Southwest Pilot Tammie Jo Shults Hailed As Hero After Showing ‘Nerves Of Steel’

The tragic accident that claimed the life of one passenger and injured seven others is still under investigation, as the nation’s thoughts and prayers are with the victims of Southwest Flight 1380. Initial findings are that an “internal fan crack” due to “metal fatigue” caused a blade to separate from the engine and smashed into the plane’s window, causing one woman to be partially sucked out of the plane. The remaining souls that were onboard the Boeing 737 are now speaking out about their ordeal and many of them are lauding the pilot, Tammie Jo Shults, who one passenger said had “nerves of steel.”

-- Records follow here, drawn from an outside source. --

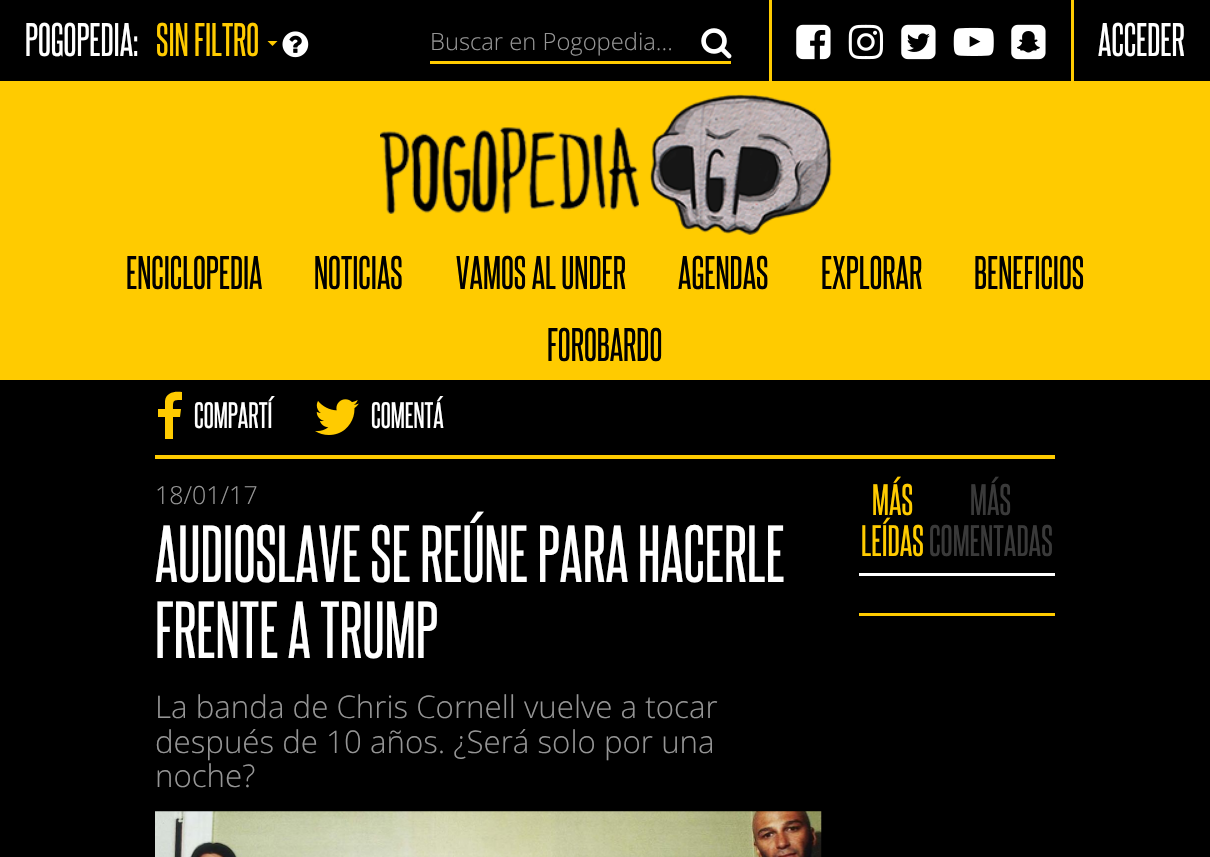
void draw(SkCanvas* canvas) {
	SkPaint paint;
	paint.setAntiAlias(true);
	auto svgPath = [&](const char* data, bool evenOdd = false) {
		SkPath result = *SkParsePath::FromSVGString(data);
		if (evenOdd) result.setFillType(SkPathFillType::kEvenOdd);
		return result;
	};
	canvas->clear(0xff000000);
	SkFont f1(fontMgr->matchFamilyStyle("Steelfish", SkFontStyle::Normal()), 40);
	f1.setSubpixel(true);
	paint.setColor(0xffffffff);
	canvas->drawString("POGOPEDIA:", 25, 56, f1, paint);
	paint.setColor(0xffffcb00);
	canvas->drawString("SIN FILTRO", 156, 56, f1, paint);
	canvas->drawPath(svgPath("M267.5 41H277.5L272.5 46Z"), paint);
	canvas->drawImageRect(SkImages::DeferredFromEncodedData(SkData::MakeFromFileName("img1.png")), SkRect::MakeXYWH(282, 31, 27, 27), SkSamplingOptions());
	canvas->drawRect(SkRect::MakeXYWH(430, 61, 301, 3), paint);
	canvas->drawImageRect(SkImages::DeferredFromEncodedData(SkData::MakeFromFileName("img2.png")), SkRect::MakeXYWH(701, 28, 31, 31), SkSamplingOptions());
	SkFont f2(fontMgr->matchFamilyStyle("Open Sans", SkFontStyle(300, SkFontStyle::kNormal_Width, SkFontStyle::kUpright_Slant)), 23.75);
	f2.setSubpixel(true);
	paint.setColor(0xff959595);
	canvas->drawString("Buscar en Pogopedia...", 430, 50, f2, paint);
	paint.setColor(0xffffcb00);
	canvas->drawRect(SkRect::MakeXYWH(1071, 0, 3, 81), paint);
	canvas->drawRect(SkRect::MakeXYWH(769, 0, 3, 81), paint);
	canvas->drawImageRect(SkImages::DeferredFromEncodedData(SkData::MakeFromFileName("img3.png")), SkRect::MakeXYWH(796, 24, 35, 36), SkSamplingOptions());
	canvas->drawImageRect(SkImages::DeferredFromEncodedData(SkData::MakeFromFileName("img4.png")), SkRect::MakeXYWH(848, 24, 36, 36), SkSamplingOptions());
	canvas->drawImageRect(SkImages::DeferredFromEncodedData(SkData::MakeFromFileName("img5.png")), SkRect::MakeXYWH(901, 24, 35, 36), SkSamplingOptions());
	canvas->drawImageRect(SkImages::DeferredFromEncodedData(SkData::MakeFromFileName("img6.png")), SkRect::MakeXYWH(953, 27, 41, 29), SkSamplingOptions());
	canvas->drawImageRect(SkImages::DeferredFromEncodedData(SkData::MakeFromFileName("img7.png")), SkRect::MakeXYWH(1011, 24, 35, 36), SkSamplingOptions());
	paint.setColor(0xffffffff);
	canvas->drawString("ACCEDER", 1098, 56, f1, paint);
	paint.setColor(0xffffcb00);
	canvas->drawRect(SkRect::MakeXYWH(0, 81, 1210, 299), paint);
	canvas->drawImageRect(SkImages::DeferredFromEncodedData(SkData::MakeFromFileName("img8.png")), SkRect::MakeXYWH(380, 94, 452, 141), SkSamplingOptions());
	paint.setColor(0xff000000);
	canvas->drawString("ENCICLOPEDIA", 126, 289, f1, paint);
	canvas->drawString("NOTICIAS", 314, 289, f1, paint);
	canvas->drawString("VAMOS AL UNDER", 456, 289, f1, paint);
	canvas->drawString("AGENDAS", 678, 289, f1, paint);
	canvas->drawString("EXPLORAR", 821, 289, f1, paint);
	canvas->drawString("BENEFICIOS", 974, 289, f1, paint);
	canvas->drawString("FOROBARDO", 547, 361, f1, paint);
	paint.setColor(0xffffcb00);
	canvas->drawRect(SkRect::MakeXYWH(155, 455, 900, 4), paint);
	canvas->drawPath(svgPath("M182 392V400C173 400 173 400 173 409H181L180 417H173V439H165V417H158V409H165V401C166 392 175 391 182 392Z"), paint);
	SkFont f3(fontMgr->matchFamilyStyle("Steelfish", SkFontStyle::Normal()), 31.25);
	f3.setSubpixel(true);
	paint.setColor(0xffffffff);
	canvas->drawString("COMPARTÍ", 194, 428, f3, paint);
	canvas->drawImageRect(SkImages::DeferredFromEncodedData(SkData::MakeFromFileName("img9.png")), SkRect::MakeXYWH(315, 399, 44, 36), SkSamplingOptions());
	canvas->drawString("COMENTÁ", 371, 428, f3, paint);
	SkFont f4(fontMgr->matchFamilyStyle("Open Sans", SkFontStyle(300, SkFontStyle::kNormal_Width, SkFontStyle::kUpright_Slant)), 25);
	f4.setSubpixel(true);
	paint.setColor(0xff959595);
	canvas->drawString("18/01/17", 155, 504, f4, paint);
	SkFont f5(fontMgr->matchFamilyStyle("Steelfish", SkFontStyle::Normal()), 68.75);
	f5.setSubpixel(true);
	paint.setColor(0xffffffff);
	canvas->drawString("AUDIOSLAVE SE REÚNE PARA HACERLE", 155, 582, f5, paint);
	canvas->drawString("FRENTE A TRUMP", 155, 658, f5, paint);
	SkFont f6(fontMgr->matchFamilyStyle("Open Sans", SkFontStyle(300, SkFontStyle::kNormal_Width, SkFontStyle::kUpright_Slant)), 31.25);
	f6.setSubpixel(true);
	paint.setColor(0xff959595);
	canvas->drawString("La banda de Chris Cornell vuelve a tocar", 155, 718, f6, paint);
	canvas->drawString("después de 10 años. ¿Será solo por una", 155, 753, f6, paint);
	canvas->drawString("noche?", 155, 787, f6, paint);
	canvas->drawImageRect(SkImages::DeferredFromEncodedData(SkData::MakeFromFileName("img10.png")), SkRect::MakeXYWH(155, 811, 667, 46), SkSamplingOptions());
	paint.setColor(0xffffffff);
	canvas->drawRect(SkRect::MakeXYWH(859, 573, 196, 3), paint);
	SkFont f7(fontMgr->matchFamilyStyle("Steelfish", SkFontStyle::Normal()), 37.5);
	f7.setSubpixel(true);
	paint.setColor(0xffffcb00);
	canvas->drawString("MÁS", 872, 515, f7, paint);
	canvas->drawString("LEÍDAS", 861, 556, f7, paint);
	paint.setColor(0xff3a3a3a);
	canvas->drawString("MÁS", 970, 515, f7, paint);
	canvas->drawString("COMENTADAS", 929, 556, f7, paint);
	paint.setColor(0xffffcb00);
	canvas->drawRect(SkRect::MakeXYWH(859, 613, 196, 3), paint);
}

Southwest Airlines did not officially release the name of the hero pilot that saved the remaining passenger and crew members, but many onboard confirmed it to be Shults, through photos, videos, and even a recording that has been released from her call to air traffic control. In the recording, Shults can be heard calm and collected as she informs the voice on the other end of the transmission that her plane had damage.

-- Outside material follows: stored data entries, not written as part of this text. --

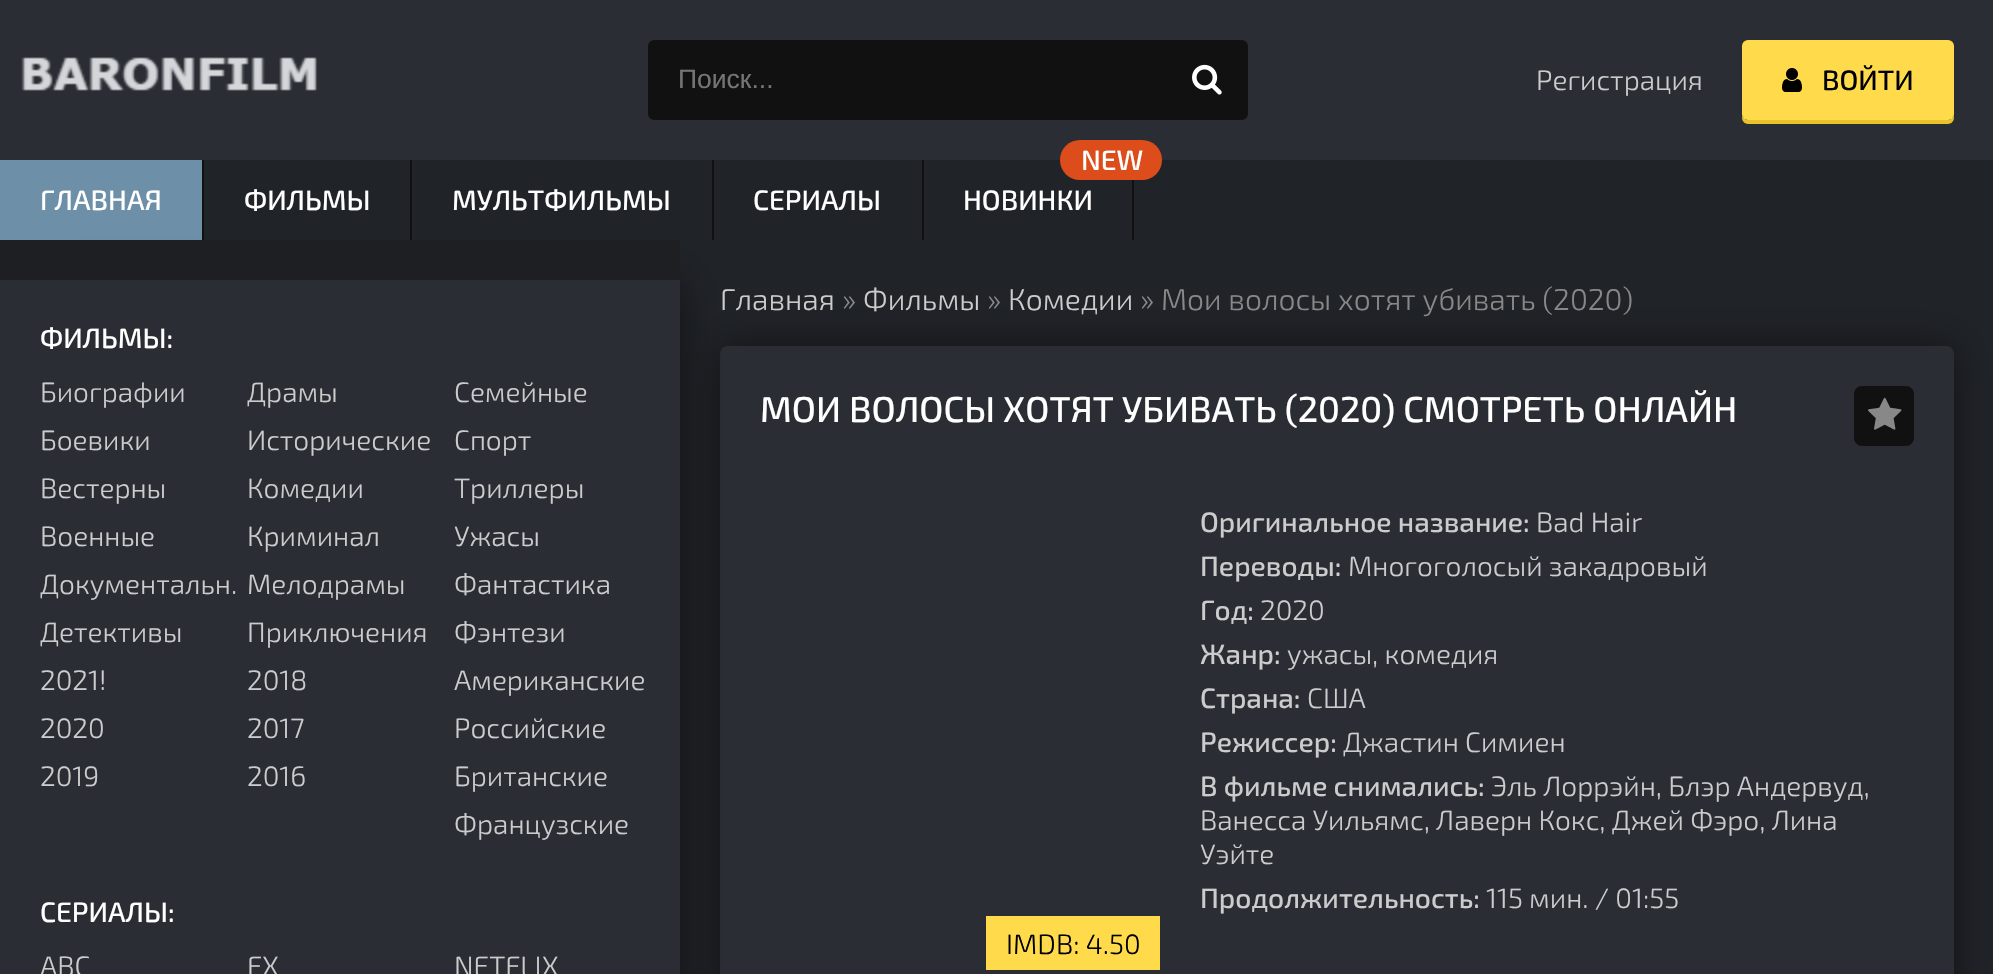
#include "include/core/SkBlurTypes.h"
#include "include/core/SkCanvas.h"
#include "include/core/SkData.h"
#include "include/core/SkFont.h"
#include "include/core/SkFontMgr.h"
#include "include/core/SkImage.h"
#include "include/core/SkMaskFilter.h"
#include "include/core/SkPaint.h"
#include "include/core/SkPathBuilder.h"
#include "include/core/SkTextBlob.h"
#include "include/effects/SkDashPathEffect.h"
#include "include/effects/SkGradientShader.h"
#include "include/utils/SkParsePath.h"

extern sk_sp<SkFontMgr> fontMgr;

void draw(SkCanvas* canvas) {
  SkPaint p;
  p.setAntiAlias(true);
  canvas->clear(SkColorSetRGB(32, 35, 40));
  p.setColor(SkColorSetRGB(42, 45, 52));
  canvas->drawRect(SkRect::MakeLTRB(0, 0, 1993, 160), p);
  canvas->drawImageRect(SkImages::DeferredFromEncodedData(SkData::MakeFromFileName("images/1.png")), SkRect::MakeLTRB(21, 57, 317, 91), SkSamplingOptions());
  p.setColor(SkColorSetRGB(17, 17, 17));
  canvas->drawRoundRect(SkRect::MakeLTRB(649, 41, 1247, 119), 5, 5, p);
  p.setStyle(SkPaint::kStroke_Style);
  p.setStrokeWidth(2);
  canvas->drawRoundRect(SkRect::MakeLTRB(649, 41, 1247, 119), 5, 5, p);
  canvas->drawImageRect(SkImages::DeferredFromEncodedData(SkData::MakeFromFileName("images/2.png")), SkRect::MakeLTRB(1192, 64, 1222, 95), SkSamplingOptions());
  p.setStyle(SkPaint::kFill_Style);
  p.setColor(SkColorSetRGB(232, 194, 41));
  canvas->drawPath(SkPathBuilder().moveTo(1742, 114).lineTo(1742, 118).cubicTo(1742, 121, 1745, 124, 1748, 124).lineTo(1948, 124).cubicTo(1951, 124, 1954, 121, 1954, 118).lineTo(1954, 114).cubicTo(1954, 117, 1951, 120, 1948, 120).lineTo(1748, 120).cubicTo(1745, 120, 1742, 117, 1742, 114).close().detach(), p);
  p.setColor(SkColorSetRGB(255, 219, 76));
  canvas->drawRoundRect(SkRect::MakeLTRB(1742, 40, 1954, 120), 6, 6, p);
  canvas->drawImageRect(SkImages::DeferredFromEncodedData(SkData::MakeFromFileName("images/3.png")), SkRect::MakeLTRB(1782, 68, 1802, 92), SkSamplingOptions());
  p.setColor(SkColorSetRGB(17, 17, 17));
  canvas->drawRect(SkRect::MakeLTRB(202, 160, 204, 240), p);
  p.setColor(SkColorSetRGB(109, 144, 168));
  canvas->drawRect(SkRect::MakeLTRB(0, 160, 202, 240), p);
  p.setColor(SkColorSetRGB(17, 17, 17));
  canvas->drawRect(SkRect::MakeLTRB(410, 160, 412, 240), p);
  canvas->drawRect(SkRect::MakeLTRB(712, 160, 714, 240), p);
  canvas->drawRect(SkRect::MakeLTRB(922, 160, 924, 240), p);
  canvas->drawRect(SkRect::MakeLTRB(1132, 180, 1134, 240), p);
  p.setColor(SkColorSetRGB(221, 77, 27));
  canvas->drawRoundRect(SkRect::MakeLTRB(1060, 140, 1162, 180), 20, 20, p);
  p.setColor(SkColorSetARGB(128, 0, 0, 0));
  p.setMaskFilter(SkMaskFilter::MakeBlur(kNormal_SkBlurStyle, 20));
  canvas->drawRoundRect(SkRect::MakeLTRB(720, 346, 1954, 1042), 8, 8, p);
  p.setMaskFilter(nullptr);
  p.setColor(SkColorSetRGB(42, 45, 52));
  canvas->drawRoundRect(SkRect::MakeLTRB(720, 346, 1954, 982), 8, 8, p);
  p.setColor(SkColorSetARGB(128, 0, 0, 0));
  p.setMaskFilter(SkMaskFilter::MakeBlur(kNormal_SkBlurStyle, 20));
  canvas->drawRect(SkRect::MakeLTRB(80, 280, 680, 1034), p);
  p.setMaskFilter(nullptr);
  p.setColor(SkColorSetRGB(42, 45, 52));
  canvas->drawRect(SkRect::MakeLTRB(0, 280, 680, 974), p);
  p.setColor(SkColorSetRGB(17, 17, 17));
  canvas->drawRoundRect(SkRect::MakeLTRB(1854, 386, 1914, 446), 8, 8, p);
  canvas->drawImageRect(SkImages::DeferredFromEncodedData(SkData::MakeFromFileName("images/4.png")), SkRect::MakeLTRB(1868, 397, 1902, 430), SkSamplingOptions());
  p.setColor(SkColorSetRGB(255, 219, 76));
  canvas->drawRect(SkRect::MakeLTRB(986, 916, 1160, 970), p);
  p.setColor(SkColorSetRGB(30, 31, 35));
  canvas->drawRect(SkRect::MakeLTRB(0, 240, 680, 280), p);
  SkFont font1(fontMgr->matchFamilyStyle("Liberation Sans", SkFontStyle::Normal()), 26.5f);
  font1.setSubpixel(true);
  p.setColor(SkColorSetRGB(117, 117, 117));
  canvas->drawString("Поиск...", 678, 88, font1, p);
  SkFont font2(fontMgr->matchFamilyStyle("Exo 2", SkFontStyle(300, SkFontStyle::kNormal_Width, SkFontStyle::kUpright_Slant)), 28);
  font2.setSubpixel(true);
  p.setColor(SkColorSetRGB(204, 204, 204));
  canvas->drawString("Регистрация", 1536, 90, font2, p);
  SkFont font3(fontMgr->matchFamilyStyle("Exo 2", SkFontStyle(500, SkFontStyle::kNormal_Width, SkFontStyle::kUpright_Slant)), 28);
  font3.setSubpixel(true);
  p.setColor(SK_ColorBLACK);
  canvas->drawString("ВОЙТИ", 1822, 90, font3, p);
  p.setColor(SK_ColorWHITE);
  canvas->drawString("ГЛАВНАЯ", 40, 210, font3, p);
  canvas->drawString("ФИЛЬМЫ", 244, 210, font3, p);
  canvas->drawString("МУЛЬТФИЛЬМЫ", 452, 210, font3, p);
  canvas->drawString("СЕРИАЛЫ", 753, 210, font3, p);
  canvas->drawString("NEW", 1081, 170, font3, p);
  canvas->drawString("НОВИНКИ", 963, 210, font3, p);
  SkFont font4(fontMgr->matchFamilyStyle("Exo 2", SkFontStyle(300, SkFontStyle::kNormal_Width, SkFontStyle::kUpright_Slant)), 30);
  font4.setSubpixel(true);
  p.setColor(SkColorSetRGB(204, 204, 204));
  canvas->drawString("Главная", 720, 310, font4, p);
  p.setColor(SkColorSetRGB(136, 136, 136));
  canvas->drawString("»", 842, 310, font4, p);
  p.setColor(SkColorSetRGB(204, 204, 204));
  canvas->drawString("Фильмы", 863, 310, font4, p);
  p.setColor(SkColorSetRGB(136, 136, 136));
  canvas->drawString("»", 987, 310, font4, p);
  p.setColor(SkColorSetRGB(204, 204, 204));
  canvas->drawString("Комедии", 1008, 310, font4, p);
  p.setColor(SkColorSetRGB(136, 136, 136));
  canvas->drawString("» Мои волосы хотят убивать (2020)", 1140, 310, font4, p);
  SkFont font5(fontMgr->matchFamilyStyle("Exo 2", SkFontStyle(500, SkFontStyle::kNormal_Width, SkFontStyle::kUpright_Slant)), 36);
  font5.setSubpixel(true);
  p.setColor(SK_ColorWHITE);
  canvas->drawString("МОИ ВОЛОСЫ ХОТЯТ УБИВАТЬ (2020) СМОТРЕТЬ ОНЛАЙН", 760, 422, font5, p);
  p.setColor(SkColorSetRGB(204, 204, 204));
  canvas->drawString("Оригинальное название:", 1200, 532, font3, p);
  canvas->drawString("Bad Hair", 1536, 532, font2, p);
  canvas->drawString("Переводы:", 1200, 576, font3, p);
  canvas->drawString("Многоголосый закадровый", 1348, 576, font2, p);
  canvas->drawString("Год:", 1200, 620, font3, p);
  canvas->drawString("2020", 1260, 620, font2, p);
  canvas->drawString("Жанр:", 1200, 664, font3, p);
  canvas->drawString("ужасы, комедия", 1287, 664, font2, p);
  canvas->drawString("Страна:", 1200, 708, font3, p);
  canvas->drawString("США", 1307, 708, font2, p);
  canvas->drawString("Режиссер:", 1200, 752, font3, p);
  canvas->drawString("Джастин Симиен", 1343, 752, font2, p);
  canvas->drawString("В фильме снимались:", 1200, 796, font3, p);
  canvas->drawString("Эль Лоррэйн, Блэр Андервуд,", 1491, 796, font2, p);
  canvas->drawString("Ванесса Уильямс, Лаверн Кокс, Джей Фэро, Лина", 1200, 830, font2, p);
  canvas->drawString("Уэйте", 1200, 864, font2, p);
  canvas->drawString("Продолжительность:", 1200, 908, font3, p);
  canvas->drawString("115 мин. / 01:55", 1486, 908, font2, p);
  p.setColor(SK_ColorBLACK);
  canvas->drawString("IMDB: 4.50", 1006, 954, font2, p);
  p.setColor(SK_ColorWHITE);
  canvas->drawString("ФИЛЬМЫ:", 40, 348, font3, p);
  p.setColor(SkColorSetRGB(204, 204, 204));
  canvas->drawString("Биографии", 40, 402, font2, p);
  canvas->drawString("Боевики", 40, 450, font2, p);
  canvas->drawString("Вестерны", 40, 498, font2, p);
  canvas->drawString("Военные", 40, 546, font2, p);
  canvas->drawString("Документальн.", 40, 594, font2, p);
  canvas->drawString("Детективы", 40, 642, font2, p);
  canvas->drawString("2021!", 40, 690, font2, p);
  canvas->drawString("2020", 40, 738, font2, p);
  canvas->drawString("2019", 40, 786, font2, p);
  canvas->drawString("Драмы", 247, 402, font2, p);
  canvas->drawString("Исторические", 247, 450, font2, p);
  canvas->drawString("Комедии", 247, 498, font2, p);
  canvas->drawString("Криминал", 247, 546, font2, p);
  canvas->drawString("Мелодрамы", 247, 594, font2, p);
  canvas->drawString("Приключения", 247, 642, font2, p);
  canvas->drawString("2018", 247, 690, font2, p);
  canvas->drawString("2017", 247, 738, font2, p);
  canvas->drawString("2016", 247, 786, font2, p);
  canvas->drawString("Семейные", 454, 402, font2, p);
  canvas->drawString("Спорт", 454, 450, font2, p);
  canvas->drawString("Триллеры", 454, 498, font2, p);
  canvas->drawString("Ужасы", 454, 546, font2, p);
  canvas->drawString("Фантастика", 454, 594, font2, p);
  canvas->drawString("Фэнтези", 454, 642, font2, p);
  canvas->drawString("Американские", 454, 690, font2, p);
  canvas->drawString("Российские", 454, 738, font2, p);
  canvas->drawString("Британские", 454, 786, font2, p);
  canvas->drawString("Французские", 454, 834, font2, p);
  p.setColor(SK_ColorWHITE);
  canvas->drawString("СЕРИАЛЫ:", 40, 922, font3, p);
  p.setColor(SkColorSetRGB(204, 204, 204));
  canvas->drawString("ABC", 40, 976, font2, p);
  canvas->drawString("FX", 247, 976, font2, p);
  canvas->drawString("NETFLIX", 454, 976, font2, p);
}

Listen To The Excerpts Of The Transmission:

One of the 149 souls aboard the aircraft (144 passengers and five crew members), Alfred Tumlinson, recalled that there was a sudden bank to the left and the plane was shaking. Tumlinson said that Shults remained calm as she came over the plane’s intercom, telling The Washington Post, “She was talking to us very calmly. ‘”We’re descending, we’re not going down, we’re descending, just stay calm, brace yourselves,’” he recalled. Tumlinson added that Shults then said, “‘Everybody keep your masks on,'” and they were instructed to brace for landing.


Tumlinson, one of the most outspoken so far about the demeanor of Shults continued, saying she told her passengers, “‘Everybody, you gotta lean forward — hands up on the seat in the front, you gotta know that you’re coming down, and you’re coming down hard.’ But she didn’t slam it down. She brought the bird down very carefully.”

Shults somehow managed to manually steady the plane and touched down as gently as possible in an emergency landing at the Philadelphia International Airport, 20 minutes after the initial engine failure. Aviation experts and her passengers alike are calling her “remarkable” and “amazing,” but Shults has always been considered a talented pilot and a pioneer in female aviation.